734 Park Boulevard, East Village
For all the talk in the past few years of East Village having become someplace worth being — with upscale restaurants, condo developments, an urban ballpark, and a big new public library – it's got a long way to go to come close to the cachet of its Manhattan namesake. Certain parts may be flourishing, but at roughly 130 square blocks, it's downtown's largest neighborhood, and the bulk of it still sits relatively empty, ignored. Especially outside of baseball season.
I've gotten used to going blocks at a time without so much a glimmer of something to eat. Even driving down Park Blvd, a major street that should, by anybody's estimation, have a lot going on. Imagine my surprise to find a spot serving organic fare, just kind of hanging out there a little too near the 5, between F and G, away from the cool kids' tables.
Actually, what caught my eye were signs advertising sandwiches, beer, and a weekly open mic. Whatever else may be going on in the area, live music's rarely a part of it, so it warranted checking out the space.

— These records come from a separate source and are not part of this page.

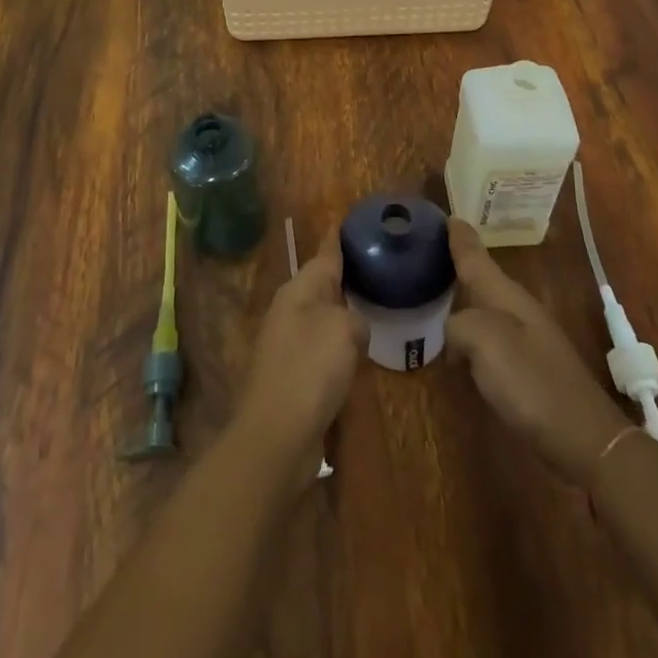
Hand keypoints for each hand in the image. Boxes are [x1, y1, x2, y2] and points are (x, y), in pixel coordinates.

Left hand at [235, 231, 366, 463]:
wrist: (277, 435)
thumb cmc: (310, 370)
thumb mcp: (343, 331)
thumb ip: (355, 317)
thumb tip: (354, 326)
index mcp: (299, 290)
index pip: (325, 254)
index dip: (341, 238)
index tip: (355, 221)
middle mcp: (290, 310)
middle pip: (323, 284)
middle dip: (348, 276)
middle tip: (380, 266)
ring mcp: (289, 344)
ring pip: (324, 317)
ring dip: (346, 312)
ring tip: (377, 305)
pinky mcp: (294, 375)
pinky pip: (323, 348)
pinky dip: (341, 345)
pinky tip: (360, 351)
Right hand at [445, 218, 629, 484]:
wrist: (586, 440)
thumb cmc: (533, 384)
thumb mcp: (486, 343)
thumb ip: (459, 325)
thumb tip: (453, 331)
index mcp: (506, 295)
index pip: (476, 256)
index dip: (459, 237)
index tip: (445, 216)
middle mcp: (517, 309)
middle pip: (481, 278)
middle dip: (458, 263)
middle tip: (428, 253)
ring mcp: (526, 339)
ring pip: (485, 307)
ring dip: (463, 298)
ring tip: (435, 294)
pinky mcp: (528, 368)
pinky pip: (490, 337)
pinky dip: (470, 333)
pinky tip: (458, 347)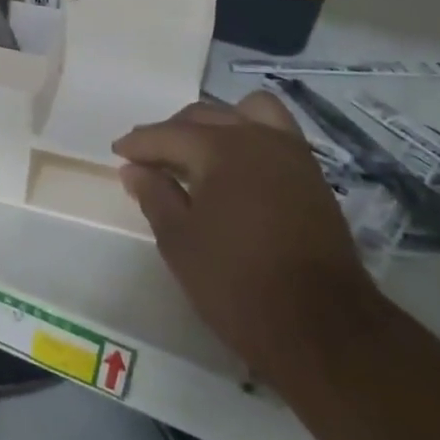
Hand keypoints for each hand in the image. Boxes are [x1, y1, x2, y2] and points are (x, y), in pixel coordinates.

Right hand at [114, 92, 379, 374]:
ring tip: (199, 151)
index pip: (168, 134)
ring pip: (246, 113)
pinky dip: (249, 136)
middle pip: (205, 116)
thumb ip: (155, 196)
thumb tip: (134, 169)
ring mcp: (291, 153)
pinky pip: (274, 133)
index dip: (138, 143)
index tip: (117, 151)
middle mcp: (257, 137)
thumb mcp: (180, 242)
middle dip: (172, 131)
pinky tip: (235, 167)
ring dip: (217, 123)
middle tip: (149, 156)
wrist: (322, 327)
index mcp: (220, 148)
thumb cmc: (237, 283)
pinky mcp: (312, 176)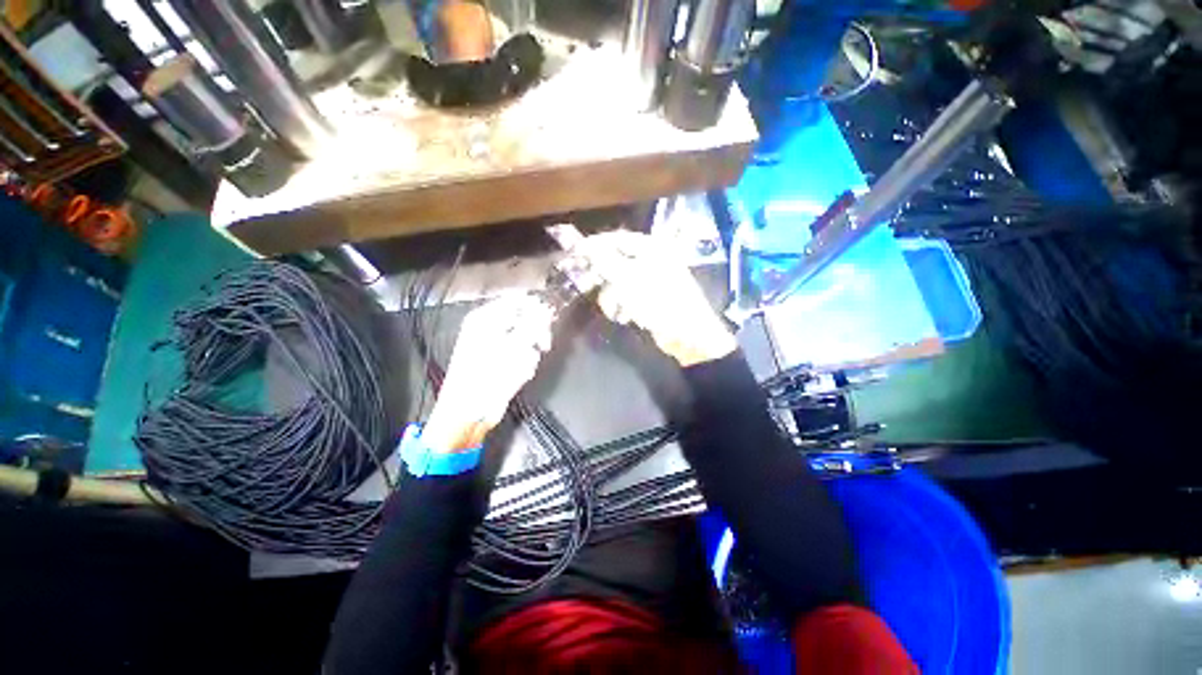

Now it turns out, the New School of Architecture and Design being across the street is no accident, and the place was put together by alums as a convenient hangout for students. Consequently, inside you'll find a mish-mash of contemporary furnishings, student artwork, lots of right angles and a rainbow of technical pens for sale at the counter. I wouldn't exactly call it a slick design scheme, rather a smattering of ideas added upon one another as funds became available.
Which kinda lends to the comfortable, student-friendly vibe. It's the sort of place you see people having long earnest conversations over coffee and snacks. I suppose the only word for it would be collegiate, since this sort of thing rarely seems to happen outside academic circles.
The menu reflects student interest as well, with choices ranging from nachos and burritos to flatbreads and sourdough paninis, including no shortage of vegetarian options. But for all the inclusion of house-made hummus and organic ingredients, the thing that really wins you over is the price.
I settled on a $5 organic chicken panini and bottle of beer, then realized I had plenty of cash leftover for a hummus starter (at a whopping $6, the menu tells you it's a 'platter' and meant for sharing). The sandwich taste good enough — nothing spectacular or huge, but a couple of ticks better than any fast food alternatives and certainly worth the cost.
The real treat was that hummus platter. Again, the hummus was good, but nothing special. What made it work were the vessels with which to eat it: slices of cucumber, carrot and celery; toasted sourdough quarters and olives. It offered a freshness, a lightness and healthiness you just don't come by in barely-there urban quarters, in a part of town long considered a food desert.
As a student, I would have enjoyed a lot about hArt Lounge. As a working man, I can truly appreciate what the place is bringing to the area. Because sometimes you're driving through an empty part of town late at night, and crave something wholesome and cheap, with big ideas to wash down that beer.